== The records ==
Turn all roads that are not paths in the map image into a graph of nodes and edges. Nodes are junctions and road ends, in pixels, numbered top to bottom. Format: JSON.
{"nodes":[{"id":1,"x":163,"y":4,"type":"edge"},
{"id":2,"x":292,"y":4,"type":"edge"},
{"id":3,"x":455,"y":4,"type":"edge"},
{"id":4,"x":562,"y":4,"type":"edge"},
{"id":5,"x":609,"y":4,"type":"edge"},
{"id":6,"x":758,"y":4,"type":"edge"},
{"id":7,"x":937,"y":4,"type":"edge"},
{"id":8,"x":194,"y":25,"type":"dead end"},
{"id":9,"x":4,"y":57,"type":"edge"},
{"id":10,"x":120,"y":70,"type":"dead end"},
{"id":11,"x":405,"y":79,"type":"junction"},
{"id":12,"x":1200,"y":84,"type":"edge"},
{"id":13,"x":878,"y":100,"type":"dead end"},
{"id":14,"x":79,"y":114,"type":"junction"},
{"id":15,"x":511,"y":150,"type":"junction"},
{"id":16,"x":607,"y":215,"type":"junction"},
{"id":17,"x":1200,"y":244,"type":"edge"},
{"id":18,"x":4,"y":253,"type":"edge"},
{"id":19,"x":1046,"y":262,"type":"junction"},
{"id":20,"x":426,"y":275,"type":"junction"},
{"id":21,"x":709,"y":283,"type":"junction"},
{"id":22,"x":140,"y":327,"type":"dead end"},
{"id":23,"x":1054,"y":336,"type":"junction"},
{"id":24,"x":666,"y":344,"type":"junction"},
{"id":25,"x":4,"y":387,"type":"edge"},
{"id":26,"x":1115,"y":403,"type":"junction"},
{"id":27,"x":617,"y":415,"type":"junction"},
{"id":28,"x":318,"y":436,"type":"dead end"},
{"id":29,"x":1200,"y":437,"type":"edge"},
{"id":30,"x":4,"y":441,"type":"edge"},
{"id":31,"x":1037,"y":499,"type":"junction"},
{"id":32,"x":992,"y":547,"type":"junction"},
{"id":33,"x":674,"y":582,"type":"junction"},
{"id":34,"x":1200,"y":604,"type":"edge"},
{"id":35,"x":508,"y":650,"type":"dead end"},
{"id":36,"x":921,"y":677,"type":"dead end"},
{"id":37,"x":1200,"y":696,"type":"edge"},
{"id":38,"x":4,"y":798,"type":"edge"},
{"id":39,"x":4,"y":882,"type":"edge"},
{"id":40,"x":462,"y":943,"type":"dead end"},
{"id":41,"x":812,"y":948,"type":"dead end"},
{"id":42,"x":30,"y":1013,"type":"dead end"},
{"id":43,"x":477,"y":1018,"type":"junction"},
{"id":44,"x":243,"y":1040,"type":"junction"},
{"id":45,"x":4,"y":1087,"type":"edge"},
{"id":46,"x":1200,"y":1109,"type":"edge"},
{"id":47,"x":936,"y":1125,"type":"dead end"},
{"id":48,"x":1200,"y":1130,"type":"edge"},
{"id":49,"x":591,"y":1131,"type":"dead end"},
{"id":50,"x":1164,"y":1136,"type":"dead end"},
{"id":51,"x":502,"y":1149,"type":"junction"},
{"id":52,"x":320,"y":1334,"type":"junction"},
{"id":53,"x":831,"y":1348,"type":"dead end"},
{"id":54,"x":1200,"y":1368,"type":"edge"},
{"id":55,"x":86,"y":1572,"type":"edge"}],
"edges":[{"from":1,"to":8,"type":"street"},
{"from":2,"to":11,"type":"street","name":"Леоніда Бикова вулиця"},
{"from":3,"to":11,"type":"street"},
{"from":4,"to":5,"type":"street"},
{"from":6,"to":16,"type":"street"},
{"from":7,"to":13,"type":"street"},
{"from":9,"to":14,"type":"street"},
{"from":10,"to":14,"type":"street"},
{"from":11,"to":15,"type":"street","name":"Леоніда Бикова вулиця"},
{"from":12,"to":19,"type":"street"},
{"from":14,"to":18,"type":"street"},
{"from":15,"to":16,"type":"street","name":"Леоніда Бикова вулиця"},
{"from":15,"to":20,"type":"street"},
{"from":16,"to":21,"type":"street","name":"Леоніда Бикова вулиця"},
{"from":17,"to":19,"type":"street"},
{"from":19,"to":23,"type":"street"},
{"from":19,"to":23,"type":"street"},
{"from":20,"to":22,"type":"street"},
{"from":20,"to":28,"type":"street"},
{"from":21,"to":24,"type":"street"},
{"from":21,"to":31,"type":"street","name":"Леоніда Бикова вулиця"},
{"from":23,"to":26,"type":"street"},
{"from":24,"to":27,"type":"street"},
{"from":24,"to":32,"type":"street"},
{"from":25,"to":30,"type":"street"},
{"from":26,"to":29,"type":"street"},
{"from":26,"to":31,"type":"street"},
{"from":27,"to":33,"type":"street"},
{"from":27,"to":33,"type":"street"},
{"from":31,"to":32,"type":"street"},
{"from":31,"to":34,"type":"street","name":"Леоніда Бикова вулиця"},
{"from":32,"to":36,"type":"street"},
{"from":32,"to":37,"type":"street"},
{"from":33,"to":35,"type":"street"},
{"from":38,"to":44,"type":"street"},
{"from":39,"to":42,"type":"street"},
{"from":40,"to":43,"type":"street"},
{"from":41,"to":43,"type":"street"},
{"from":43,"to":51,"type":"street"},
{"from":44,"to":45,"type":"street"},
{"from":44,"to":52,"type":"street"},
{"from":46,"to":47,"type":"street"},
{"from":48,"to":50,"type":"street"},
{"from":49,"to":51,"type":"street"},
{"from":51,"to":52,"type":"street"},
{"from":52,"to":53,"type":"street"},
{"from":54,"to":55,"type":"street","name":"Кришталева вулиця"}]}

== Work required ==
Return the listing. Match it exactly.

== Result for this task ==
Turn all roads that are not paths in the map image into a graph of nodes and edges. Nodes are junctions and road ends, in pixels, numbered top to bottom. Format: JSON.
{"nodes":[{"id":1,"x":163,"y":4,"type":"edge"},
{"id":2,"x":292,"y":4,"type":"edge"},
{"id":3,"x":455,"y":4,"type":"edge"},
{"id":4,"x":562,"y":4,"type":"edge"},
{"id":5,"x":609,"y":4,"type":"edge"},
{"id":6,"x":758,"y":4,"type":"edge"},
{"id":7,"x":937,"y":4,"type":"edge"},
{"id":8,"x":194,"y":25,"type":"dead end"},
{"id":9,"x":4,"y":57,"type":"edge"},
{"id":10,"x":120,"y":70,"type":"dead end"},
{"id":11,"x":405,"y":79,"type":"junction"},
{"id":12,"x":1200,"y":84,"type":"edge"},
{"id":13,"x":878,"y":100,"type":"dead end"},
{"id":14,"x":79,"y":114,"type":"junction"},
{"id":15,"x":511,"y":150,"type":"junction"},
{"id":16,"x":607,"y":215,"type":"junction"},
{"id":17,"x":1200,"y":244,"type":"edge"},
{"id":18,"x":4,"y":253,"type":"edge"},
{"id":19,"x":1046,"y":262,"type":"junction"},
{"id":20,"x":426,"y":275,"type":"junction"},
{"id":21,"x":709,"y":283,"type":"junction"},
{"id":22,"x":140,"y":327,"type":"dead end"},
{"id":23,"x":1054,"y":336,"type":"junction"},
{"id":24,"x":666,"y":344,"type":"junction"},
{"id":25,"x":4,"y":387,"type":"edge"},
{"id":26,"x":1115,"y":403,"type":"junction"},
{"id":27,"x":617,"y":415,"type":"junction"},
{"id":28,"x":318,"y":436,"type":"dead end"},
{"id":29,"x":1200,"y":437,"type":"edge"},
{"id":30,"x":4,"y":441,"type":"edge"},
{"id":31,"x":1037,"y":499,"type":"junction"},
{"id":32,"x":992,"y":547,"type":"junction"},
{"id":33,"x":674,"y":582,"type":"junction"},
{"id":34,"x":1200,"y":604,"type":"edge"},
{"id":35,"x":508,"y":650,"type":"dead end"},
{"id":36,"x":921,"y":677,"type":"dead end"},
{"id":37,"x":1200,"y":696,"type":"edge"},
{"id":38,"x":4,"y":798,"type":"edge"},
{"id":39,"x":4,"y":882,"type":"edge"},
{"id":40,"x":462,"y":943,"type":"dead end"},
{"id":41,"x":812,"y":948,"type":"dead end"},
{"id":42,"x":30,"y":1013,"type":"dead end"},
{"id":43,"x":477,"y":1018,"type":"junction"},
{"id":44,"x":243,"y":1040,"type":"junction"},
{"id":45,"x":4,"y":1087,"type":"edge"},
{"id":46,"x":1200,"y":1109,"type":"edge"},
{"id":47,"x":936,"y":1125,"type":"dead end"},
{"id":48,"x":1200,"y":1130,"type":"edge"},
{"id":49,"x":591,"y":1131,"type":"dead end"},
{"id":50,"x":1164,"y":1136,"type":"dead end"},
{"id":51,"x":502,"y":1149,"type":"junction"},
{"id":52,"x":320,"y":1334,"type":"junction"},
{"id":53,"x":831,"y":1348,"type":"dead end"},
{"id":54,"x":1200,"y":1368,"type":"edge"},
{"id":55,"x":86,"y":1572,"type":"edge"}],
"edges":[{"from":1,"to":8,"type":"street"},
{"from":2,"to":11,"type":"street","name":"Леоніда Бикова вулиця"},
{"from":3,"to":11,"type":"street"},
{"from":4,"to":5,"type":"street"},
{"from":6,"to":16,"type":"street"},
{"from":7,"to":13,"type":"street"},
{"from":9,"to":14,"type":"street"},
{"from":10,"to":14,"type":"street"},
{"from":11,"to":15,"type":"street","name":"Леоніда Бикова вулиця"},
{"from":12,"to":19,"type":"street"},
{"from":14,"to":18,"type":"street"},
{"from":15,"to":16,"type":"street","name":"Леоніда Бикова вулиця"},
{"from":15,"to":20,"type":"street"},
{"from":16,"to":21,"type":"street","name":"Леоніда Бикова вулиця"},
{"from":17,"to":19,"type":"street"},
{"from":19,"to":23,"type":"street"},
{"from":19,"to":23,"type":"street"},
{"from":20,"to":22,"type":"street"},
{"from":20,"to":28,"type":"street"},
{"from":21,"to":24,"type":"street"},
{"from":21,"to":31,"type":"street","name":"Леоніда Бикова вулиця"},
{"from":23,"to":26,"type":"street"},
{"from":24,"to":27,"type":"street"},
{"from":24,"to":32,"type":"street"},
{"from":25,"to":30,"type":"street"},
{"from":26,"to":29,"type":"street"},
{"from":26,"to":31,"type":"street"},
{"from":27,"to":33,"type":"street"},
{"from":27,"to":33,"type":"street"},
{"from":31,"to":32,"type":"street"},
{"from":31,"to":34,"type":"street","name":"Леоніда Бикова вулиця"},
{"from":32,"to":36,"type":"street"},
{"from":32,"to":37,"type":"street"},
{"from":33,"to":35,"type":"street"},
{"from":38,"to":44,"type":"street"},
{"from":39,"to":42,"type":"street"},
{"from":40,"to":43,"type":"street"},
{"from":41,"to":43,"type":"street"},
{"from":43,"to":51,"type":"street"},
{"from":44,"to":45,"type":"street"},
{"from":44,"to":52,"type":"street"},
{"from":46,"to":47,"type":"street"},
{"from":48,"to":50,"type":"street"},
{"from":49,"to":51,"type":"street"},
{"from":51,"to":52,"type":"street"},
{"from":52,"to":53,"type":"street"},
{"from":54,"to":55,"type":"street","name":"Кришталева вулиця"}]}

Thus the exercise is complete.